__INSTRUCTIONS FOR THE TASK__. Restate the listing below word for word, and leave its pictures behind.

__GIVEN DATA__.

-- Opening Marker --

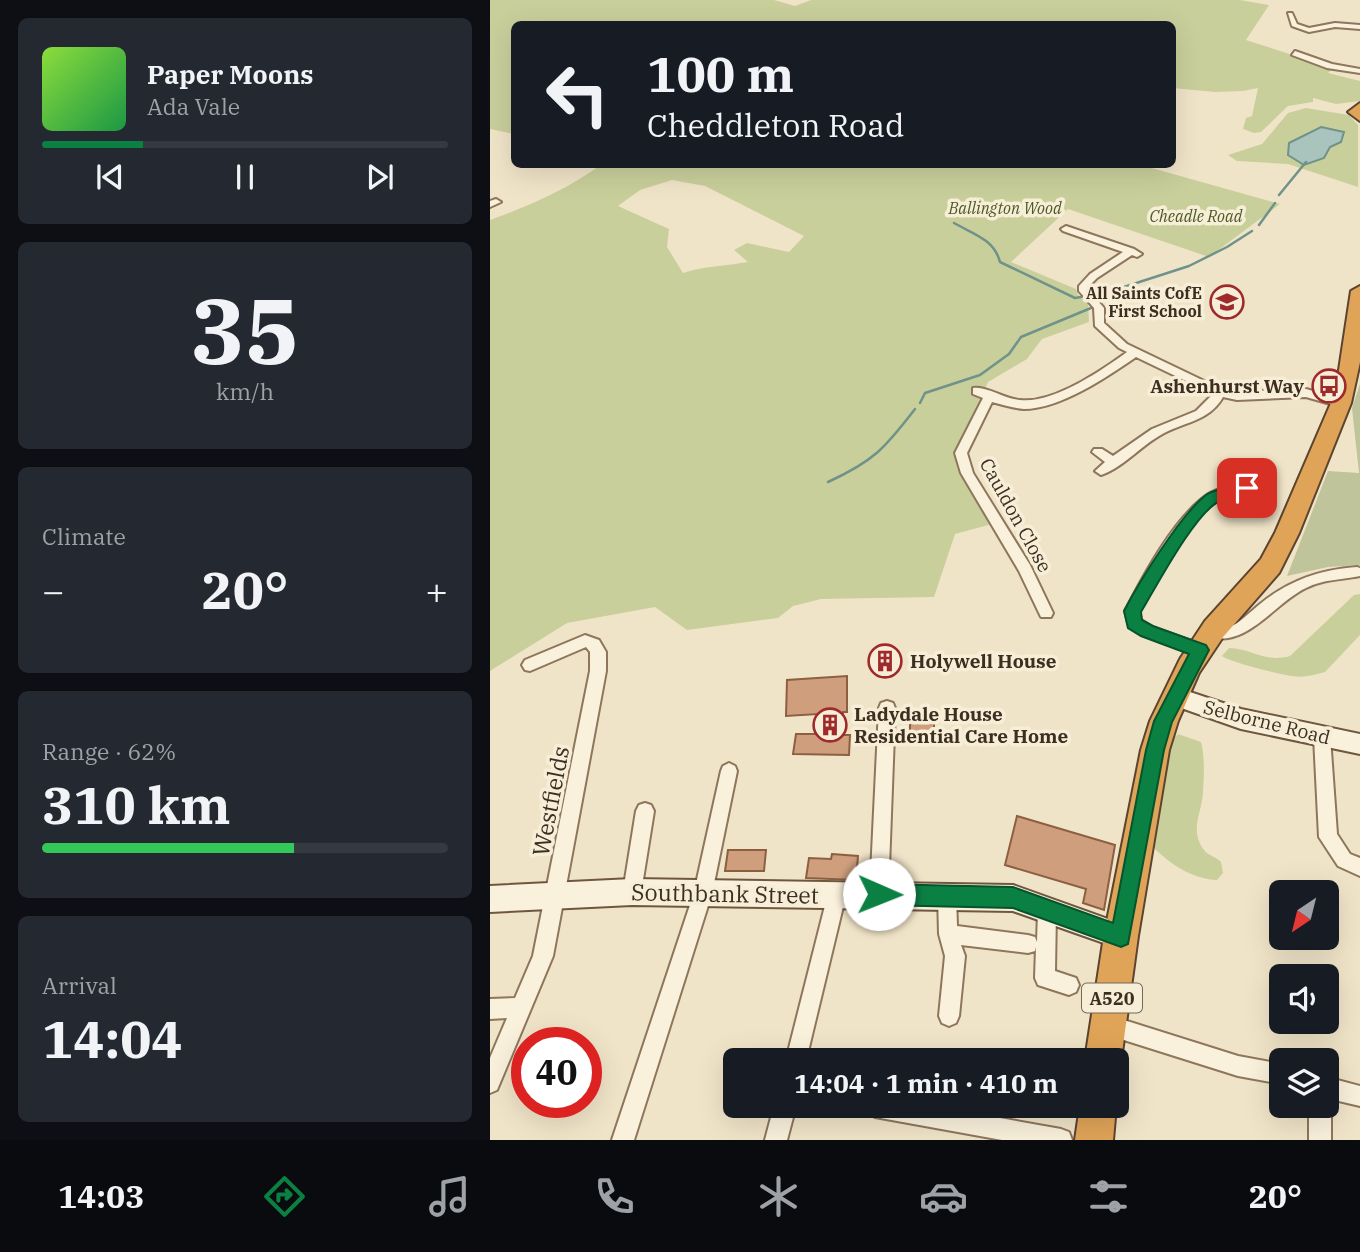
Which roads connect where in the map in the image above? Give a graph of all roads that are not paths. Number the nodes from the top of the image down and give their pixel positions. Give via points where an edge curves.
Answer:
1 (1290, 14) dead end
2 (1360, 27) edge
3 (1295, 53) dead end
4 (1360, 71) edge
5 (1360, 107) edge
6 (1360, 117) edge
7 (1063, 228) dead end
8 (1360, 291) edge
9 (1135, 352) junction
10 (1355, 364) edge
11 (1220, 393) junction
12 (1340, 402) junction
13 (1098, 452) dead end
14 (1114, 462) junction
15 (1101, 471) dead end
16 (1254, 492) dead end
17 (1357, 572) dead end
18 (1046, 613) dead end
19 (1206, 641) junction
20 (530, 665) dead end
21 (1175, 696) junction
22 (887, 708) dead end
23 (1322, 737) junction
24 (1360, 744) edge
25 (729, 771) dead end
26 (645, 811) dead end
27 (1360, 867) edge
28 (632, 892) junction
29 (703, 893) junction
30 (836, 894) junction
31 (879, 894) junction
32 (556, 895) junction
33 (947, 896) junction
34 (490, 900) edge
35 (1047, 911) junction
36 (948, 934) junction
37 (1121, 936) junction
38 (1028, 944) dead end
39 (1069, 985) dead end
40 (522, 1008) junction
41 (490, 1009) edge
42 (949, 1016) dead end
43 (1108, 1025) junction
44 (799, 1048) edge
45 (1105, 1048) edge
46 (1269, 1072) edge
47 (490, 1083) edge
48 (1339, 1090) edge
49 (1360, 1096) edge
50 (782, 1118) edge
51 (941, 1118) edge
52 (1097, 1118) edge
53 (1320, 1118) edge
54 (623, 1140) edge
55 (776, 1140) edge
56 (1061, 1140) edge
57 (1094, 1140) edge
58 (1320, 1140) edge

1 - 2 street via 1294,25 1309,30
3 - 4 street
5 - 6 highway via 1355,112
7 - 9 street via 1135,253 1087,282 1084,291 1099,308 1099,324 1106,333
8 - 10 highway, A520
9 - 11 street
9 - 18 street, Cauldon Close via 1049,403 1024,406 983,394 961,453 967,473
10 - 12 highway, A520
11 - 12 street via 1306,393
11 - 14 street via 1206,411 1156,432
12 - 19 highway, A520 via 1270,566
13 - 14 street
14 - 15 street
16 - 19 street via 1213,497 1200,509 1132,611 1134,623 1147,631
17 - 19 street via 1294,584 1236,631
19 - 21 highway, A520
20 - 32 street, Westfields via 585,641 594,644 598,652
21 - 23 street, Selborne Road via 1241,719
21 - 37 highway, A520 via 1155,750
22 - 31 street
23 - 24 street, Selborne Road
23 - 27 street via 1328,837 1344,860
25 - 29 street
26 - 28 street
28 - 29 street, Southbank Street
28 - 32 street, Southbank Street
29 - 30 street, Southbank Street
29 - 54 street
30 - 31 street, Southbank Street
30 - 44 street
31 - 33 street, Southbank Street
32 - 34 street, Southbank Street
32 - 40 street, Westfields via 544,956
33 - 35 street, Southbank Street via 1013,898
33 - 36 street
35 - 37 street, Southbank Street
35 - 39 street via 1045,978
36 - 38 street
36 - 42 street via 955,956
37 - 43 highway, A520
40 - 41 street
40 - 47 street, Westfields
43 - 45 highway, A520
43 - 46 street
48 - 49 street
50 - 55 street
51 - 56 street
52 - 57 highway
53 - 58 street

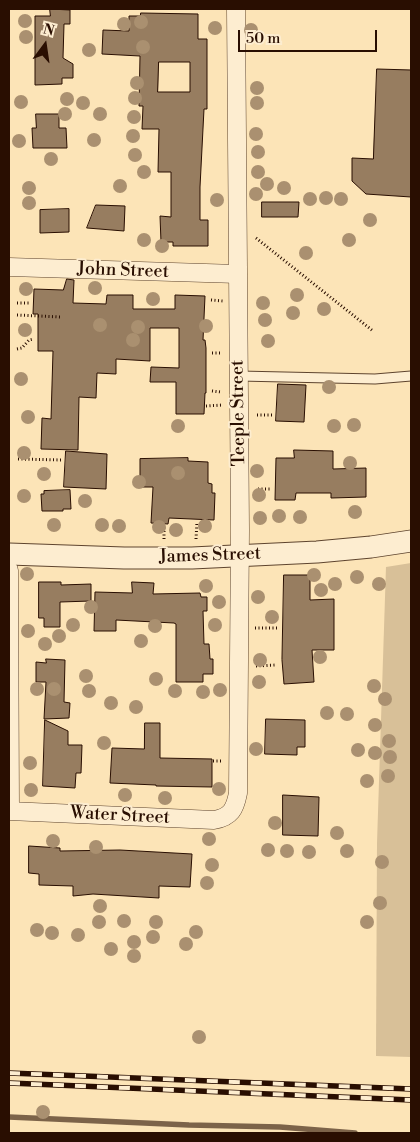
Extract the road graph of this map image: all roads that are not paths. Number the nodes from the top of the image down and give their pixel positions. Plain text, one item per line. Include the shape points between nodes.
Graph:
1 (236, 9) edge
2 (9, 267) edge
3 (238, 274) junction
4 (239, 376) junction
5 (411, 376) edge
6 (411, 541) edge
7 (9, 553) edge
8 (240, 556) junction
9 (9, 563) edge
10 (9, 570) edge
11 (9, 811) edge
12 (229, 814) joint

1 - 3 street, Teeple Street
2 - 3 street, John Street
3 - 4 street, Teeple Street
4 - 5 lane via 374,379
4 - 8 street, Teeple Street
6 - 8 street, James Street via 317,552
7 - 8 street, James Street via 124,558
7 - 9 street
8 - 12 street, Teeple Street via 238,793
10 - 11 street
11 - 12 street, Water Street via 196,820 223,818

-- Closing Marker --

__RESULT FOR THIS EXERCISE__.
Which roads connect where in the map in the image above? Give a graph of all roads that are not paths. Number the nodes from the top of the image down and give their pixel positions. Give via points where an edge curves.
Answer:
1 (1290, 14) dead end
2 (1360, 27) edge
3 (1295, 53) dead end
4 (1360, 71) edge
5 (1360, 107) edge
6 (1360, 117) edge
7 (1063, 228) dead end
8 (1360, 291) edge
9 (1135, 352) junction
10 (1355, 364) edge
11 (1220, 393) junction
12 (1340, 402) junction
13 (1098, 452) dead end
14 (1114, 462) junction
15 (1101, 471) dead end
16 (1254, 492) dead end
17 (1357, 572) dead end
18 (1046, 613) dead end
19 (1206, 641) junction
20 (530, 665) dead end
21 (1175, 696) junction
22 (887, 708) dead end
23 (1322, 737) junction
24 (1360, 744) edge
25 (729, 771) dead end
26 (645, 811) dead end
27 (1360, 867) edge
28 (632, 892) junction
29 (703, 893) junction
30 (836, 894) junction
31 (879, 894) junction
32 (556, 895) junction
33 (947, 896) junction
34 (490, 900) edge
35 (1047, 911) junction
36 (948, 934) junction
37 (1121, 936) junction
38 (1028, 944) dead end
39 (1069, 985) dead end
40 (522, 1008) junction
41 (490, 1009) edge
42 (949, 1016) dead end
43 (1108, 1025) junction
44 (799, 1048) edge
45 (1105, 1048) edge
46 (1269, 1072) edge
47 (490, 1083) edge
48 (1339, 1090) edge
49 (1360, 1096) edge
50 (782, 1118) edge
51 (941, 1118) edge
52 (1097, 1118) edge
53 (1320, 1118) edge
54 (623, 1140) edge
55 (776, 1140) edge
56 (1061, 1140) edge
57 (1094, 1140) edge
58 (1320, 1140) edge

1 - 2 street via 1294,25 1309,30
3 - 4 street
5 - 6 highway via 1355,112
7 - 9 street via 1135,253 1087,282 1084,291 1099,308 1099,324 1106,333
8 - 10 highway, A520
9 - 11 street
9 - 18 street, Cauldon Close via 1049,403 1024,406 983,394 961,453 967,473
10 - 12 highway, A520
11 - 12 street via 1306,393
11 - 14 street via 1206,411 1156,432
12 - 19 highway, A520 via 1270,566
13 - 14 street
14 - 15 street
16 - 19 street via 1213,497 1200,509 1132,611 1134,623 1147,631
17 - 19 street via 1294,584 1236,631
19 - 21 highway, A520
20 - 32 street, Westfields via 585,641 594,644 598,652
21 - 23 street, Selborne Road via 1241,719
21 - 37 highway, A520 via 1155,750
22 - 31 street
23 - 24 street, Selborne Road
23 - 27 street via 1328,837 1344,860
25 - 29 street
26 - 28 street
28 - 29 street, Southbank Street
28 - 32 street, Southbank Street
29 - 30 street, Southbank Street
29 - 54 street
30 - 31 street, Southbank Street
30 - 44 street
31 - 33 street, Southbank Street
32 - 34 street, Southbank Street
32 - 40 street, Westfields via 544,956
33 - 35 street, Southbank Street via 1013,898
33 - 36 street
35 - 37 street, Southbank Street
35 - 39 street via 1045,978
36 - 38 street
36 - 42 street via 955,956
37 - 43 highway, A520
40 - 41 street
40 - 47 street, Westfields
43 - 45 highway, A520
43 - 46 street
48 - 49 street
50 - 55 street
51 - 56 street
52 - 57 highway
53 - 58 street

Extract the road graph of this map image: all roads that are not paths. Number the nodes from the top of the image down and give their pixel positions. Plain text, one item per line. Include the shape points between nodes.
Graph:
1 (236, 9) edge
2 (9, 267) edge
3 (238, 274) junction
4 (239, 376) junction
5 (411, 376) edge
6 (411, 541) edge
7 (9, 553) edge
8 (240, 556) junction
9 (9, 563) edge
10 (9, 570) edge
11 (9, 811) edge
12 (229, 814) joint

1 - 3 street, Teeple Street
2 - 3 street, John Street
3 - 4 street, Teeple Street
4 - 5 lane via 374,379
4 - 8 street, Teeple Street
6 - 8 street, James Street via 317,552
7 - 8 street, James Street via 124,558
7 - 9 street
8 - 12 street, Teeple Street via 238,793
10 - 11 street
11 - 12 street, Water Street via 196,820 223,818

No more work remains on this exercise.